It is envisaged that recycling solar panels will create industry and employment opportunities, keep valuable resources out of landfill, help to retain rare elements, and prevent heavy metals leaching into the environment. There are a couple of companies working in this space in Australia.
All reputable installers will be registered with the Clean Energy Council. You can find out more in the Consumer section of its website.

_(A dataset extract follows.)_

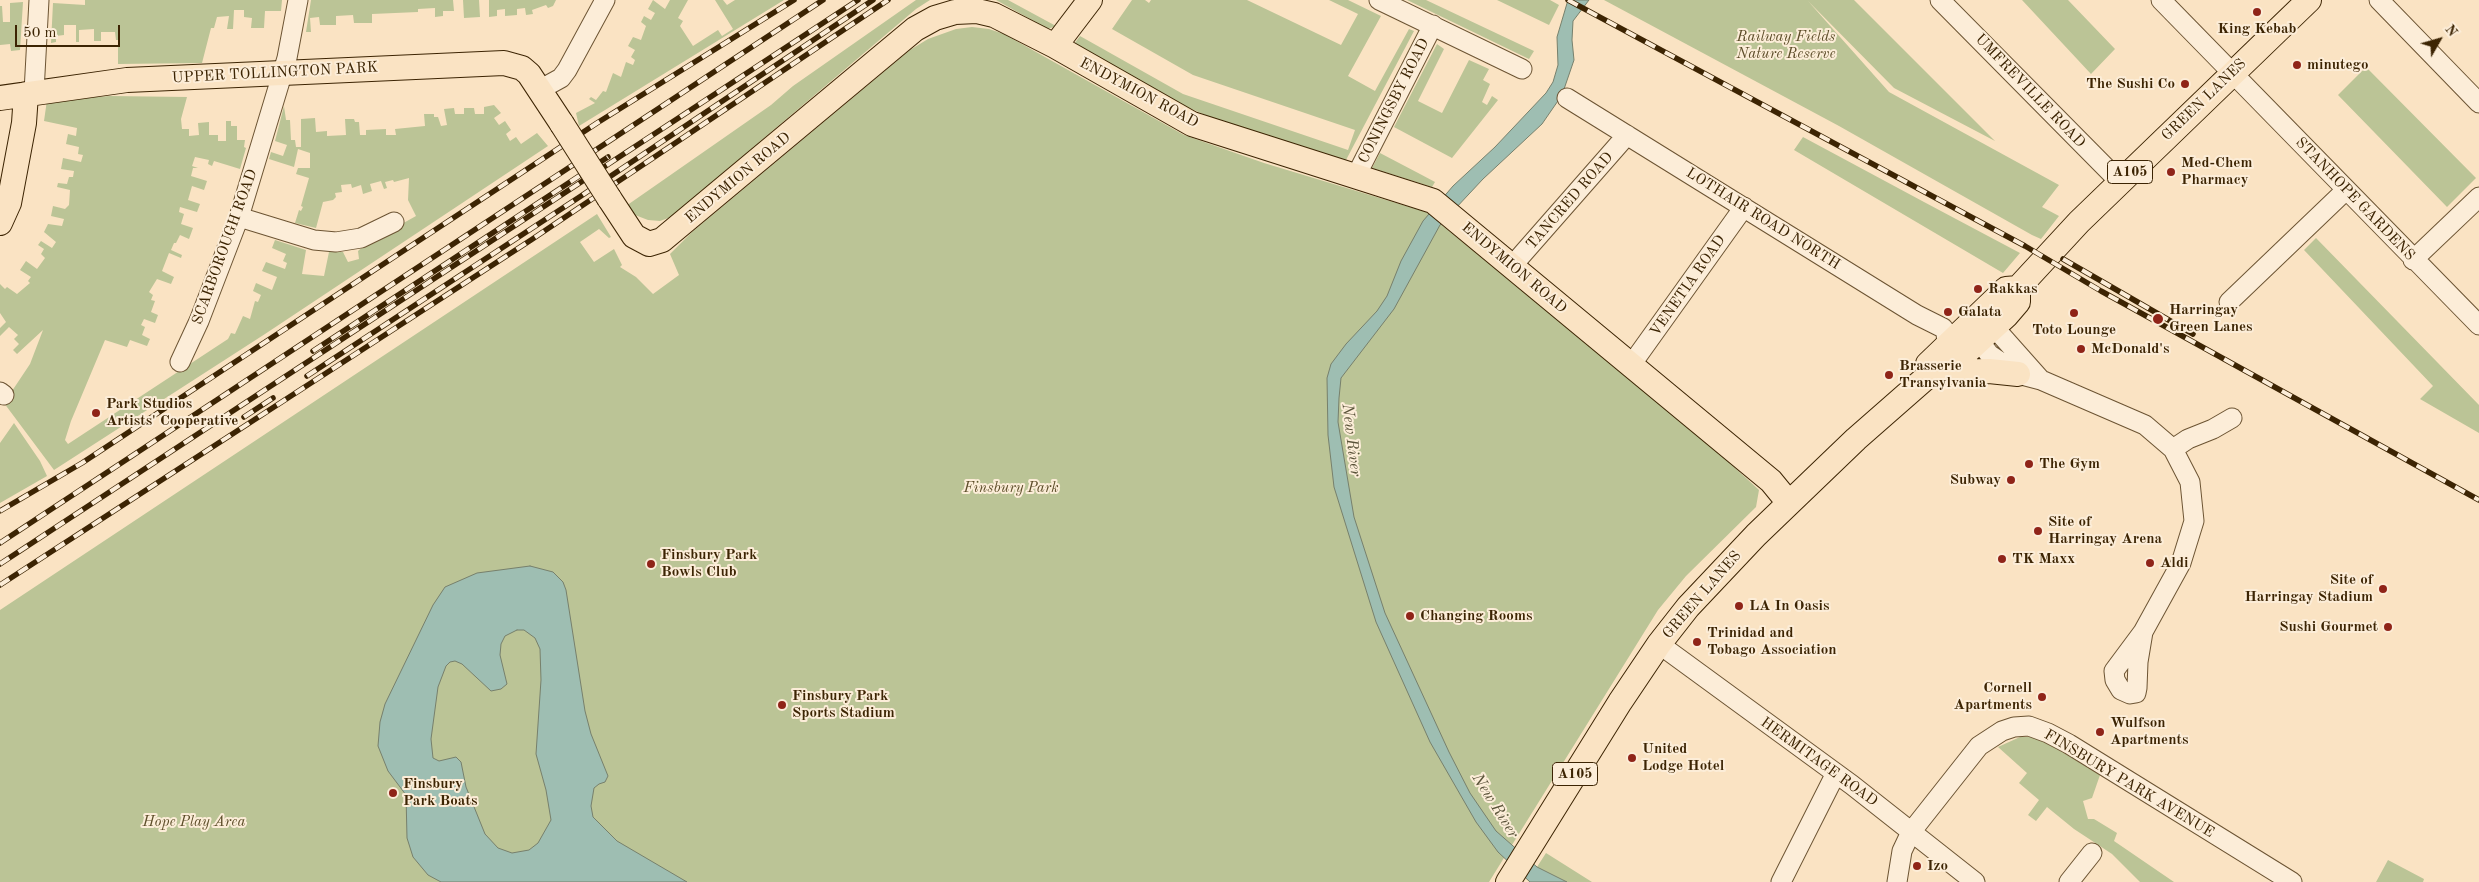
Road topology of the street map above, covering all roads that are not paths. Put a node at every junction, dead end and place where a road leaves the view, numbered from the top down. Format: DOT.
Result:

You don’t need 3-phase power to charge an EV. In fact, you can purchase charging cables that plug into a standard domestic socket. The most common way to charge an EV is via a "type 2" charger, and many EV drivers will opt to have a charging point installed in their home. A 3-phase connection will charge your car more quickly. A single phase type 2 connection will be slower than 3-phase but faster than your standard household sockets. Your local solar installer or electrician can assist with questions specific to your case. The cost of the charge will depend on the general cost of electricity, the capacity of the vehicle’s batteries, and whether you’re incorporating solar power. A fuel cost savings calculator can be found on myelectriccar.com.au, with plentiful similar resources available elsewhere online.

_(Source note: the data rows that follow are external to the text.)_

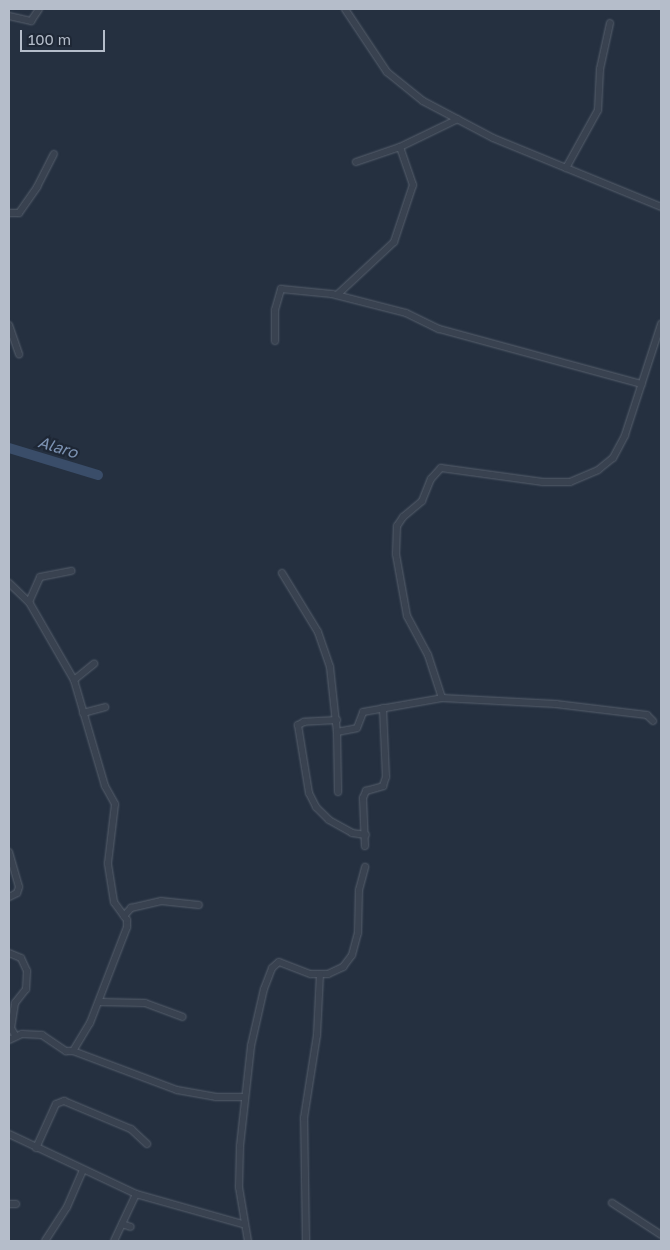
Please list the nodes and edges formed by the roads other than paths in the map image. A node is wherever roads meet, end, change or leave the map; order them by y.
1 (40, 9) edge
2 (345, 9) edge
3 (9, 16) edge
4 (610, 23) dead end
5 (458, 119) junction
6 (400, 146) junction
7 (54, 154) dead end
8 (356, 162) dead end
9 (566, 168) junction
10 (661, 207) edge
11 (9, 213) edge
12 (337, 295) junction
13 (661, 324) edge
14 (9, 325) edge
15 (275, 341) dead end
16 (19, 354) dead end
17 (642, 384) junction
18 (71, 571) dead end
19 (282, 574) dead end
20 (9, 583) edge
21 (29, 602) junction
22 (94, 664) dead end
23 (74, 680) junction
24 (442, 698) junction
25 (105, 707) dead end
26 (383, 708) junction
27 (83, 713) junction
28 (337, 720) junction
29 (653, 721) dead end
30 (337, 732) junction
31 (338, 792) dead end
32 (366, 835) junction
33 (365, 846) dead end
34 (9, 852) edge
35 (365, 867) dead end
36 (9, 897) edge
37 (199, 905) dead end
38 (124, 916) junction
39 (9, 953) edge
40 (320, 974) junction
41 (12, 1002) edge
42 (100, 1002) junction
43 (183, 1017) dead end
44 (15, 1035) junction
45 (9, 1040) edge
46 (73, 1051) junction
47 (243, 1097) junction
48 (9, 1134) edge
49 (147, 1144) dead end
50 (36, 1148) junction
51 (83, 1170) junction
52 (136, 1194) junction
53 (612, 1203) dead end
54 (9, 1204) edge
55 (16, 1204) dead end
56 (122, 1224) junction
57 (243, 1224) junction
58 (131, 1227) dead end
59 (661, 1235) edge
60 (45, 1241) edge
61 (114, 1241) edge
62 (248, 1241) edge
63 (306, 1241) edge

1 - 3 street
2 - 5 street
4 - 9 street
5 - 6 street
5 - 9 street
6 - 8 street
6 - 12 street
7 - 11 street
9 - 10 street
12 - 15 street
12 - 17 street
13 - 17 street
14 - 16 street
17 - 24 street
18 - 21 street
19 - 28 street
20 - 21 street
21 - 23 street
22 - 23 street
23 - 27 street
24 - 26 street
24 - 29 street
25 - 27 street
26 - 30 street
26 - 32 street
27 - 38 street
28 - 30 street
28 - 32 street
30 - 31 street
32 - 33 street
34 - 36 street
35 - 40 street
37 - 38 street
38 - 42 street
39 - 41 street
40 - 47 street
40 - 63 street
41 - 44 street
42 - 43 street
42 - 46 street
44 - 45 street
44 - 46 street
46 - 47 street
47 - 57 street
48 - 50 street
49 - 50 street
50 - 51 street
51 - 52 street
51 - 60 street
52 - 56 street
52 - 57 street
53 - 59 street
54 - 55 street
56 - 58 street
56 - 61 street
57 - 62 street

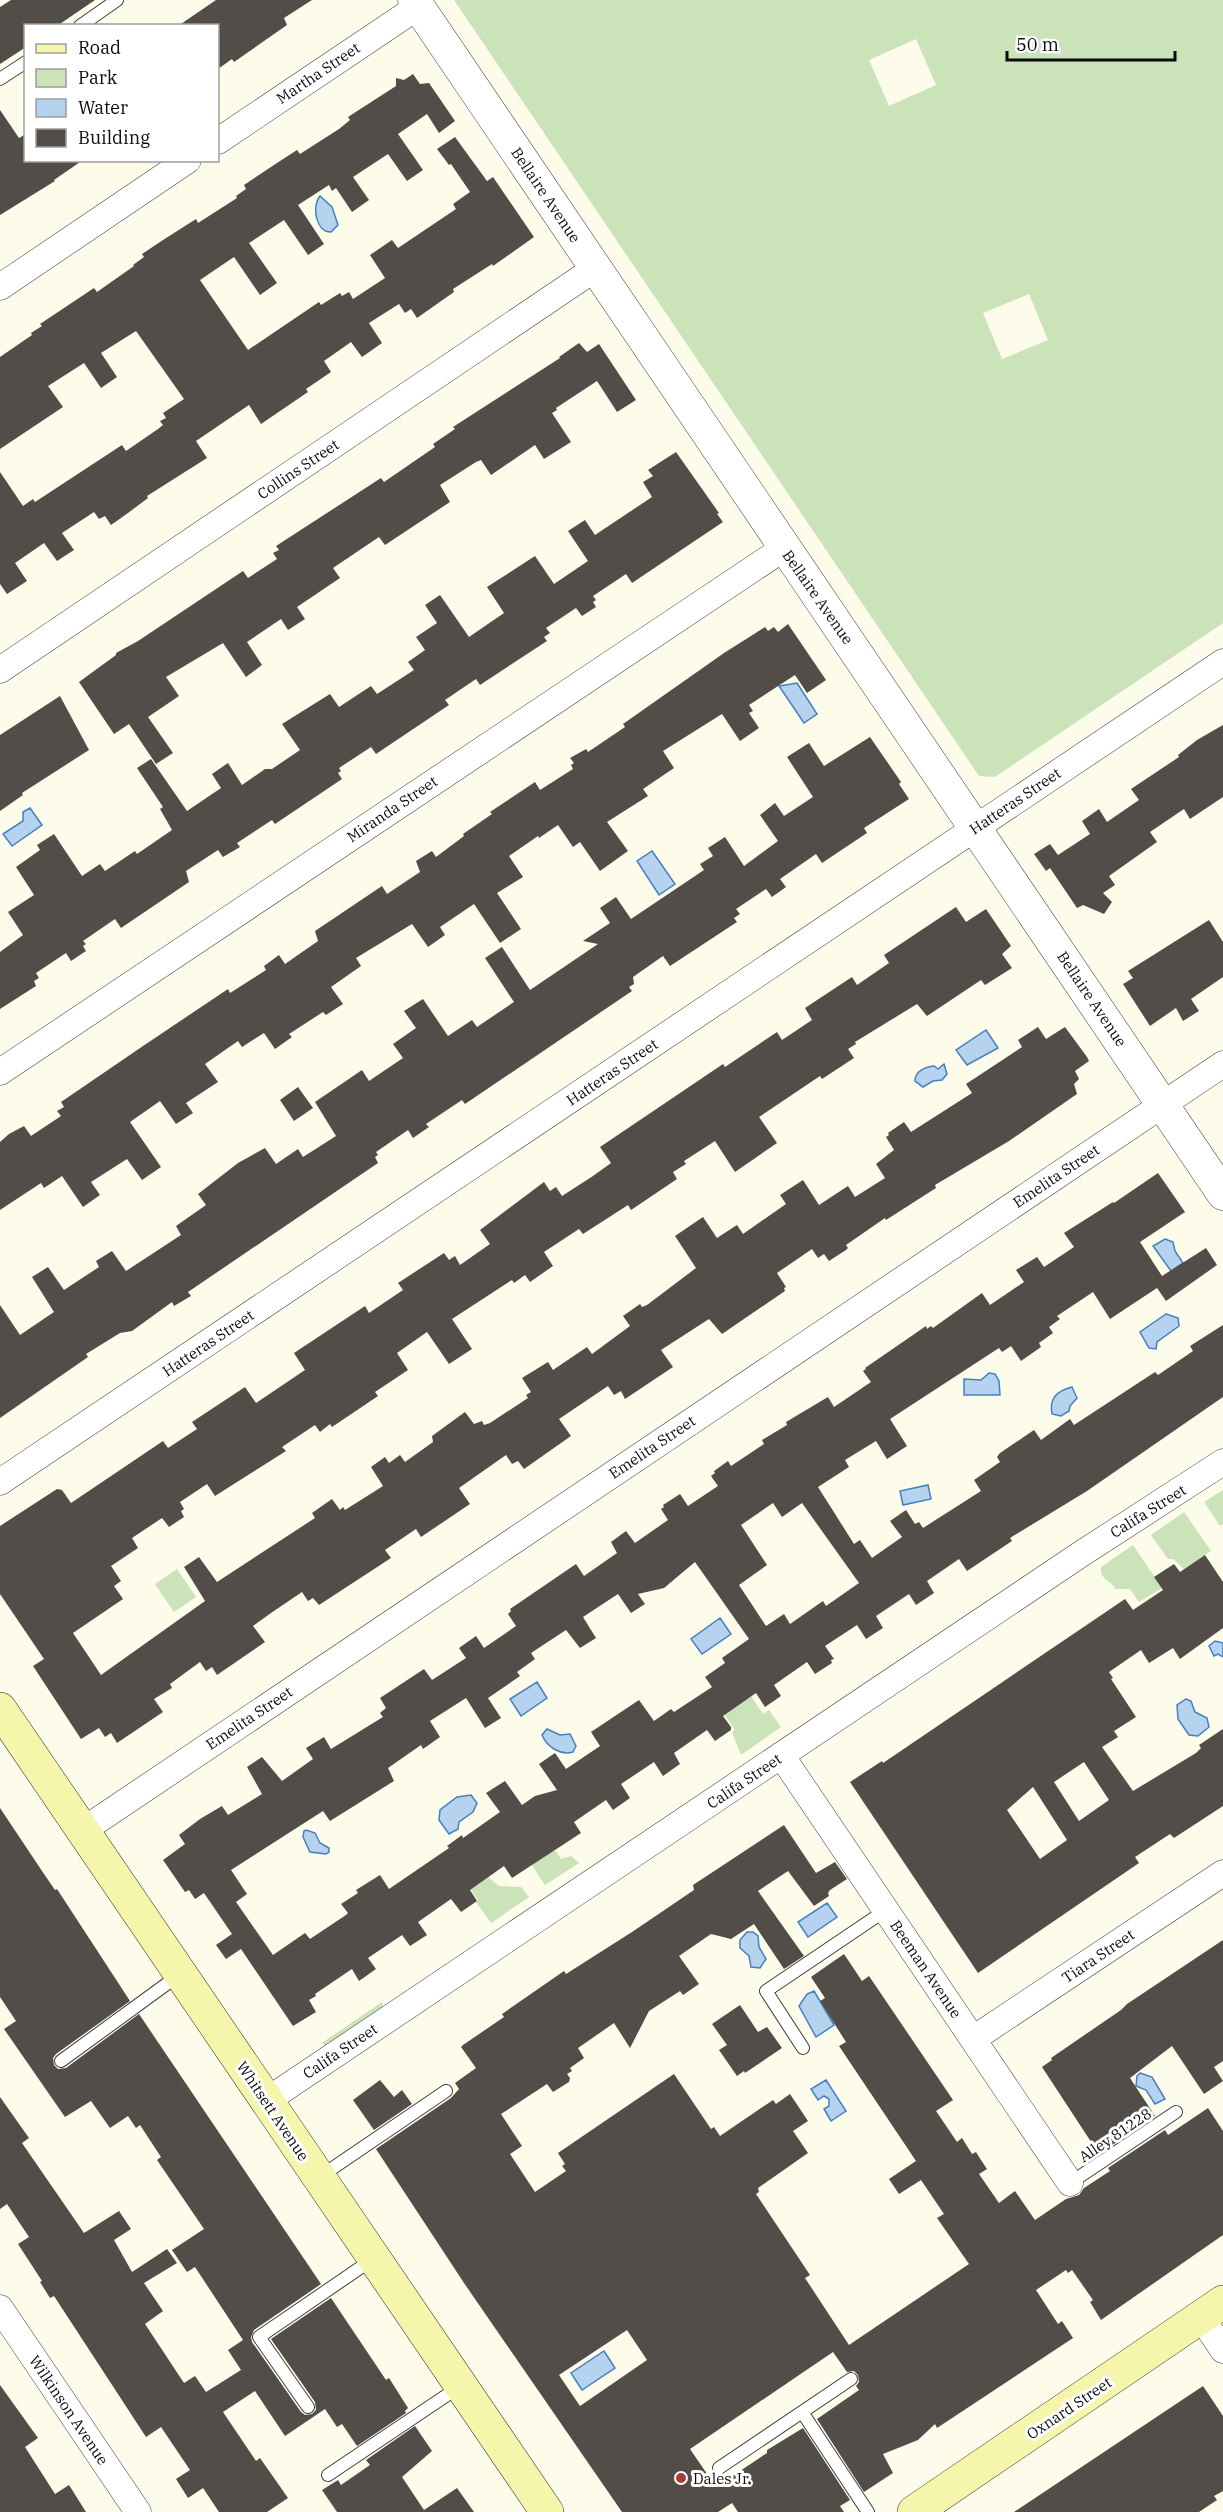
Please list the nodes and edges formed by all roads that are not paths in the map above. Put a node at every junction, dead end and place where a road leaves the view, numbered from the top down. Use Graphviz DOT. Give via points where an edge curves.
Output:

There are enough chargers along the highway to comfortably travel the length of Australia. There are a surprising number of charging points all over Australia, including in some incredibly remote locations, such as Kiwirrkurra, which is one of the most remote settlements on the planet! It is easy to view the full range of charging points on the app PlugShare. At the time of writing there were no Superchargers identified along the Stuart Highway.
According to figures from Power and Water Corporation, Alice Springs had 2,018 grid-connected rooftop PV systems at the end of financial year 18/19. The total capacity of these systems was 10.2MW. This does not include the 4MW Uterne Solar Farm. Based on the last four years of data, rooftop PV is being installed at an average rate of approximately 200 systems per year, with a capacity of 1.3MW.
Many people in the Northern Territory rely upon off-grid power systems, especially in very remote settlements such as outstations and ranger stations. The Alice Springs grid provides interesting challenges because it is isolated, unlike the National Electricity Market which connects jurisdictions from Queensland to South Australia, including Tasmania. The more customers and generators that are connected to a grid, the fewer challenges are faced in maintaining grid stability. Therefore, removing yourself from the grid when you have the choice to be connected is not of any benefit to the community.
Residential batteries can be fitted to most households with existing PV systems. Replacing the entire system will depend on the age of the infrastructure – panels and inverter primarily. Further information should be sought from accredited CEC installers, or alternatively see websites such as Solarquotes to gain a better understanding of the various technicalities.
With solar PV and batteries it is technically possible to go off-grid, but Alice Springs residents would need a very big battery or backup diesel generator to cover occasions where there is limited sun for consecutive days. The most common option is to install PV and BESS in proportion to household needs, and let the grid come to the rescue when its needed. In the future, plentiful PV and BESS will create a very resilient system, because it’s highly unlikely that they could all fail at once. For most people it is not financially viable to go off-grid, but as centralised energy generation incorporates a growing proportion of renewables, it means everyone will eventually be provided with cleaner energy.
Quotes will depend on your particular specifications and should always be sought from a Clean Energy Council accredited installer.